By the time the tube side fluid has travelled from the right side to the left side of the exchanger, it will still be colder than the hot fluid on the left hand side of the exhanger, but could be warmer than the hot fluid on the right hand side of the exchanger.

Imagine now that the tube side flow now enters into another pass, progressing from the left hand side of the exchanger to the right hand side of the exchanger. This fluid could now potentially 'overtake' the shell side fluid, and arrive on the right hand side of the heat exchanger as the warmest fluid. The temperature difference has now reversed.

What this means in a practical sense is that the overall temperature driving force has been diminished. Since the driving force has been diminished, but the same duty is still required, more area must be added in to compensate.

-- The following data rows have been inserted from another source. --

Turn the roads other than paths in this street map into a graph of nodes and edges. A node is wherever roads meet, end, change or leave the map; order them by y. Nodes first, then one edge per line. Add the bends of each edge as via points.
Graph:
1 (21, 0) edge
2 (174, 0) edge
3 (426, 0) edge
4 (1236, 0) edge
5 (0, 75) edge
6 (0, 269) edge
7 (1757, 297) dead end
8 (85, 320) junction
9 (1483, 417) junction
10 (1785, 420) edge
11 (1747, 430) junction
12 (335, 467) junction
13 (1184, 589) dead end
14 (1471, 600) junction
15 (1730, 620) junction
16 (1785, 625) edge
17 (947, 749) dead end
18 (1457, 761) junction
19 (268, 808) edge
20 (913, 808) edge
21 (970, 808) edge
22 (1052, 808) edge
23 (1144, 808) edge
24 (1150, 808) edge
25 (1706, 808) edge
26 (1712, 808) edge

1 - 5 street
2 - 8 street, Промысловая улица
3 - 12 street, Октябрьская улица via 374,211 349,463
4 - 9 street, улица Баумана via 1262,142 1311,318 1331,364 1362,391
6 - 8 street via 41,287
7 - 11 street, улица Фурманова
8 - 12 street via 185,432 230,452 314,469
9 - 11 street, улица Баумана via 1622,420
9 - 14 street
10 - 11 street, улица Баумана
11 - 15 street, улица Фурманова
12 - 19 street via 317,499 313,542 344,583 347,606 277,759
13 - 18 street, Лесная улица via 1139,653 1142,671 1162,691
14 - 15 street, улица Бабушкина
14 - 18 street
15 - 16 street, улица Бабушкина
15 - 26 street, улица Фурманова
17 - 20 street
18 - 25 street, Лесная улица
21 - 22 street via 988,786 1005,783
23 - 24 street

This kind of problem is a great example of when the 'optimal' heat exchanger solution isn't totally obvious. The driving force for this kind of design may be more commercial or due to some other limiting factor, rather than one of minimising the material used by using the minimum possible heat transfer area. Perhaps having a single pass tube arrangement would require more than one shell? Maybe it would prove cheaper to build a single shell with a larger diameter than to weld shells together? Or perhaps space is limited, and there isn't room to install a very long shell on plant? There is more to designing a heat exchanger than calculating the minimum area required.